2006年にアメリカのGuilford社からBreaking Murphy’s Law:How Optimists Get What They Want from Life, and Pessimists Can Tooという本が出ました。著者は、著名なSuzanne C. Segerstrom博士です。本書を翻訳するに当たり、ポジティブ心理学ならば島井先生ということで、お願いしました。この翻訳は、「幸せをよぶ法則」というタイトルで当社から昨年出版されました。その翻訳出版をきっかけに、島井先生の書き下ろしで今回の「ポジティブ心理学入門」を出版させていただくことができました。
ポジティブ心理学は、人間のこころのポジティブな側面に焦点を当てます。その目指すところは、私たちのこころに備えられている豊かな働きを十分に生かすことによって、ひとりひとりが人生の充実を実現することに貢献することにあります。
本書を読んで、「幸せを呼ぶ生き方」を学んでください。


なくてもいい本、あってほしい本

いろいろな分野の出版物を出している出版社の場合、図書目録では精神医学関係の出版物は、精神医学の分類に入れられています。当社の場合、ほとんどが精神医学関係のため、そうはいきません。いろいろ細かくジャンル分けをするのですが、これがなかなかうまくいきません。診断名で分類するか、治療法で分類するか、学問分野で分類するか。例えば、うつ病の認知療法という本の場合、「うつ病」「心理療法」「認知療法」など、どこに入れてもいいわけなので、そのすべてに入れてしまうと、図書目録がどんどん厚くなってしまって、困ります。
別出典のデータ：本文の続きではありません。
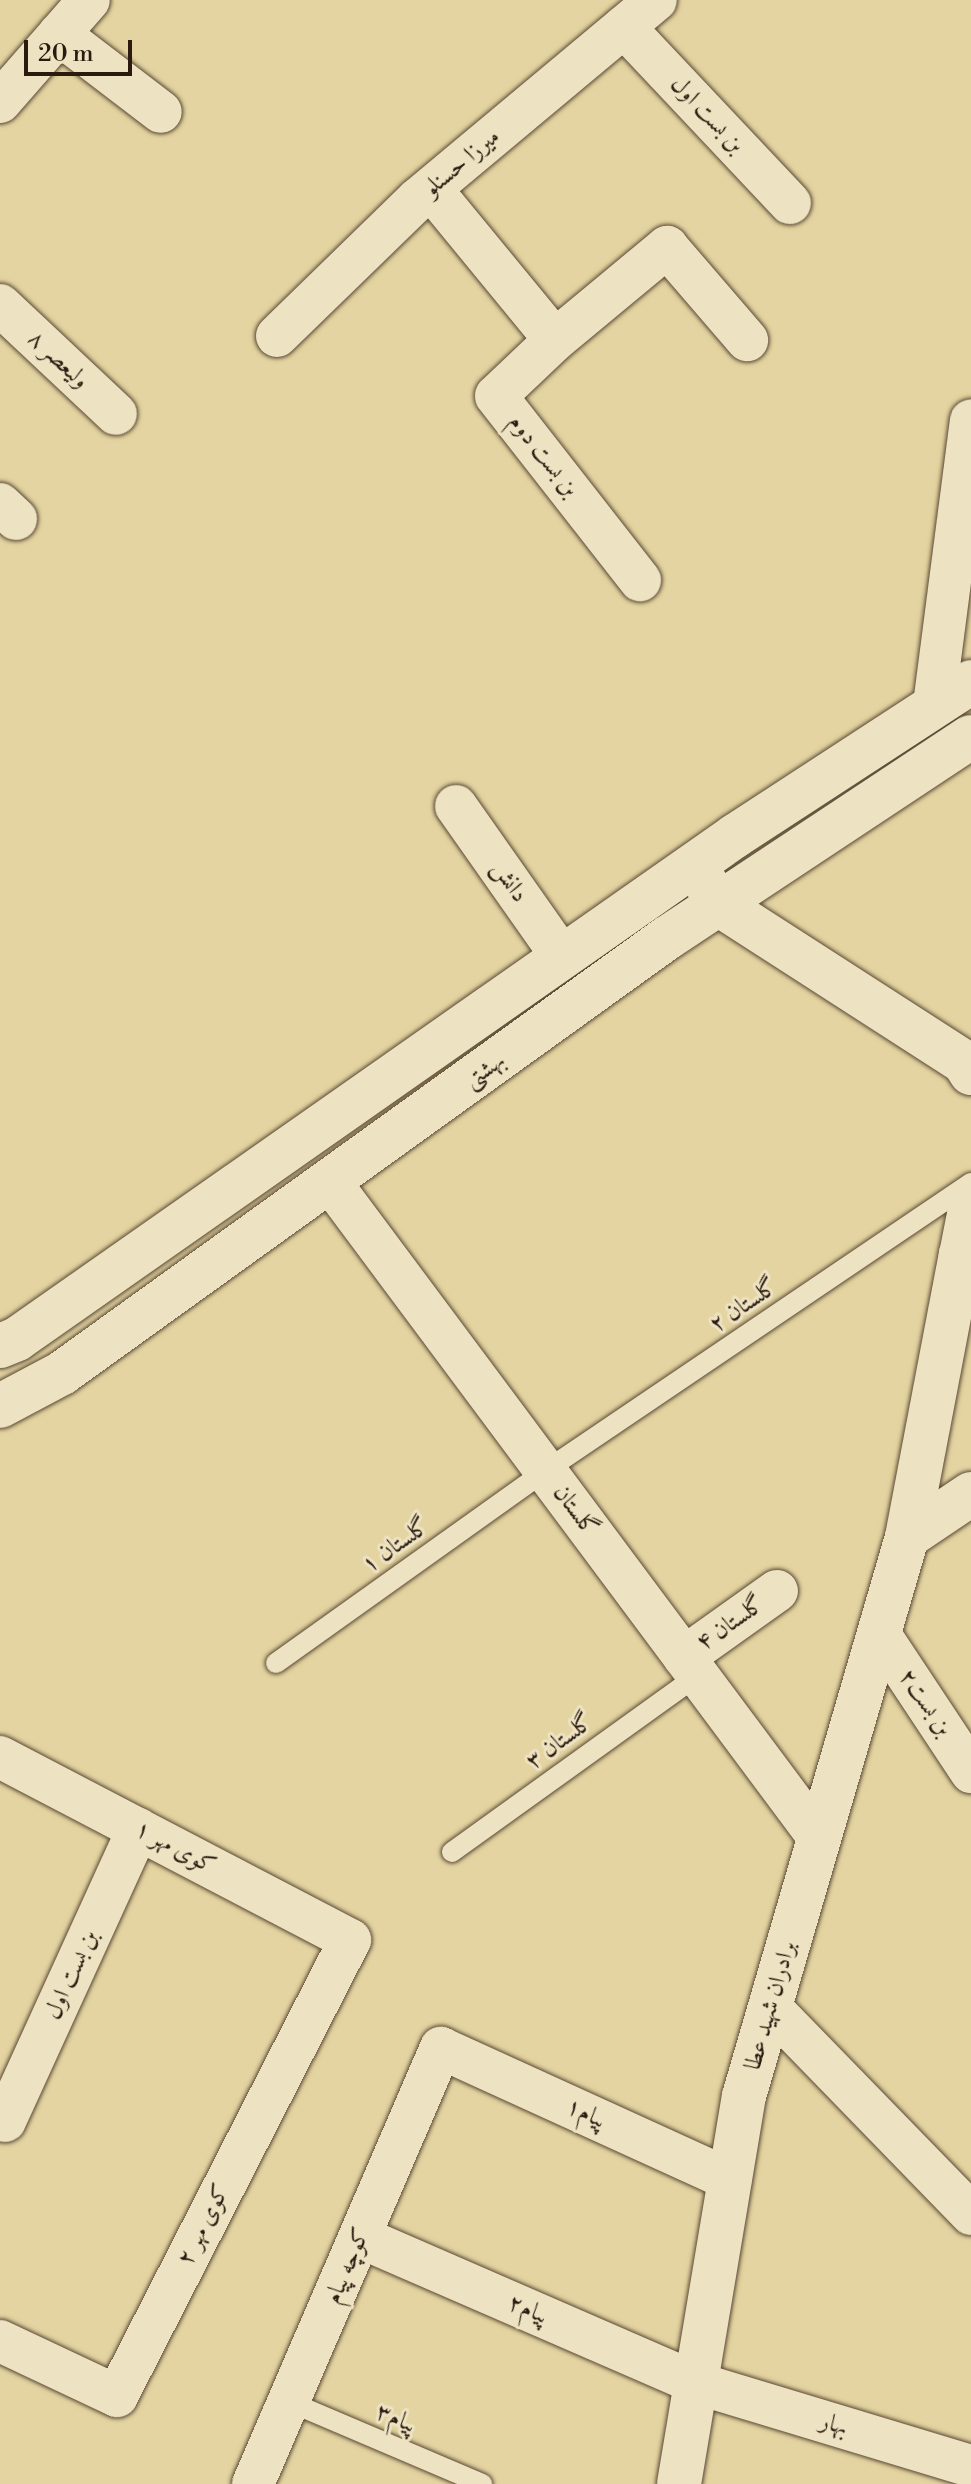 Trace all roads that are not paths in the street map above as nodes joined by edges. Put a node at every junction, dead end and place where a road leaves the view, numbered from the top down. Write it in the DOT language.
graph roads {
  1 [pos="89,0"];
  2 [pos="656,0"];
  3 [pos="624,27"];
  4 [pos="59,34"];
  5 [pos="0,102"];
  6 [pos="161,112"];
  7 [pos="431,189"];
  8 [pos="790,203"];
  9 [pos="0,305"];
  10 [pos="277,336"];
  11 [pos="555,340"];
  12 [pos="747,340"];
  13 [pos="116,414"];
  14 [pos="971,420"];
  15 [pos="640,580"];
  16 [pos="971,682"];
  17 [pos="934,705"];
  18 [pos="967,746"];
  19 [pos="456,806"];
  20 [pos="693,866"];
  21 [pos="720,905"];
  22 [pos="562,957"];
  23 [pos="971,1073"];
  24 [pos="331,1183"];
  25 [pos="971,1183"];
  26 [pos="971,1204"];
  27 [pos="961,1255"];
  28 [pos="971,1300"];
  29 [pos="0,1346"];
  30 [pos="0,1406"];
  31 [pos="545,1471"];
  32 [pos="971,1494"];
  33 [pos="907,1537"];
  34 [pos="777,1591"];
  35 [pos="879,1633"];
  36 [pos="276,1663"];
  37 [pos="691,1666"];
  38 [pos="0,1757"];
  39 [pos="971,1772"];
  40 [pos="138,1829"];
  41 [pos="819,1838"];
  42 [pos="452,1852"];
  43 [pos="350,1940"];
  44 [pos="770,2007"];
  45 [pos="441,2048"];
  46 [pos="5,2121"];
  47 [pos="730,2180"];
  48 [pos="971,2214"];
  49 [pos="360,2237"];
  50 [pos="0,2341"];
  51 [pos="696,2383"];
  52 [pos="290,2402"];
  53 [pos="971,2466"];
  54 [pos="253,2484"];
  55 [pos="482,2484"];
  56 [pos="679,2484"];
  1 -- 4 [label="street"];
  2 -- 3 [label="street, میرزا حسنلو"];
  3 -- 7 [label="street, میرزا حسنلو"];
  3 -- 8 [label="street, بن بست اول"];
  4 -- 5 [label="street"];
  4 -- 6 [label="street"];
  7 -- 10 [label="street, میرزا حسنلو"];
  7 -- 11 [label="street"];
  9 -- 13 [label="street, ولیعصر ۸"];
  11 -- 12 [label="street, بن بست دوم"];
  11 -- 15 [label="street, بن بست دوم"];
  14 -- 17 [label="street"];
  16 -- 17 [label="main road, بهشتی"];
  17 -- 18 [label="main road"];
  17 -- 20 [label="main road, بهشتی"];
  18 -- 21 [label="main road, بهشتی"];
  19 -- 22 [label="street, دانش"];
  20 -- 21 [label="main road"];
  20 -- 22 [label="main road, بهشتی"];
  21 -- 23 [label="main road"];
  21 -- 24 [label="main road, بهشتی"];
  22 -- 29 [label="main road, بهشتی"];
  24 -- 30 [label="main road, بهشتی"];
  24 -- 31 [label="street, گلستان"];
  25 -- 31 [label="lane, گلستان ۲"];
  26 -- 27 [label="main road, برادران شهید عطا"];
  27 -- 28 [label="main road"];
  27 -- 33 [label="main road, برادران شهید عطا"];
  31 -- 36 [label="lane, گلستان ۱"];
  31 -- 37 [label="street, گلستان"];
  32 -- 33 [label="main road"];
  33 -- 35 [label="main road, برادران شهید عطا"];
  34 -- 37 [label="street, گلستان ۴"];
  35 -- 39 [label="street, بن بست۲"];
  35 -- 41 [label="main road, برادران شهید عطا"];
  37 -- 41 [label="street, گلستان"];
  37 -- 42 [label="lane, گلستان ۳"];
  38 -- 40 [label="street, کوی مهر ۱"];
  40 -- 43 [label="street, کوی مهر ۱"];
  40 -- 46 [label="street, بن بست اول"];
  41 -- 44 [label="main road, برادران شهید عطا"];
  43 -- 50 [label="street, کوی مهر ۲"];
  44 -- 47 [label="main road, برادران شهید عطا"];
  44 -- 48 [label="street"];
  45 -- 47 [label="street, پیام۱"];
  45 -- 49 [label="street, کوچه پیام"];
  47 -- 51 [label="main road, برادران شهید عطا"];
  49 -- 51 [label="street, پیام۲"];
  49 -- 52 [label="street, کوچه پیام"];
  51 -- 53 [label="street, بهار"];
  51 -- 56 [label="main road, برادران شهید عطا"];
  52 -- 54 [label="street, کوچه پیام"];
  52 -- 55 [label="lane, پیام۳"];
}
市場に流通している出版物には、それぞれ図書コードが付されています。通常、カバーに、ISBN978-4-7911-0717-9 C3047のような英字と数字が印刷されています。このC以下の数字が分類コードなのですが、あまりにも大きな枠組みで、これをもとに図書目録の分類をするわけにはいきません。Cの次の3は、読者対象、この場合は、専門家向け、次の0は単行本、そのあとの47は医学、という意味です。心理学は11になります。こうすると、当社の本は、ほとんどこの47と11になってしまいます。
本のタイトルが内容を示しているものは、タイトルから検索はできます。「統合失調症から回復するコツ」というタイトルなら、探しやすいです。ですが「虹の架け橋」という本の場合、どの分野を探せばいいのか、首をひねってしまいます。

新しい図書目録を作るにあたって、頭をひねっているところです。
書店さんでも、棚分類をどうするか、悩みが多いようです。とくに精神科領域の本は、心理と医学の両方の分野にわたっています。書店さんによっては、医学の棚と心理の棚が別のフロアになっていることもあります。こうなると、読者が本を探すのにとても困難がともないます。
このような悩みも本が多いからでしょうか、大きな書店さんの精神医学の棚を見ていると、本当にたくさんの本があります。でもこれだけ本が出ていても、まだまだ必要な本が出版されていないという現実もあります。きっと出版されていなくてもいい本もたくさんあるのでしょう。
そうです、なくてもいい本ではなく、なくてはいけない本を出版できるように、これからも精進をかさねていきたいと強く願っている今日この頃です。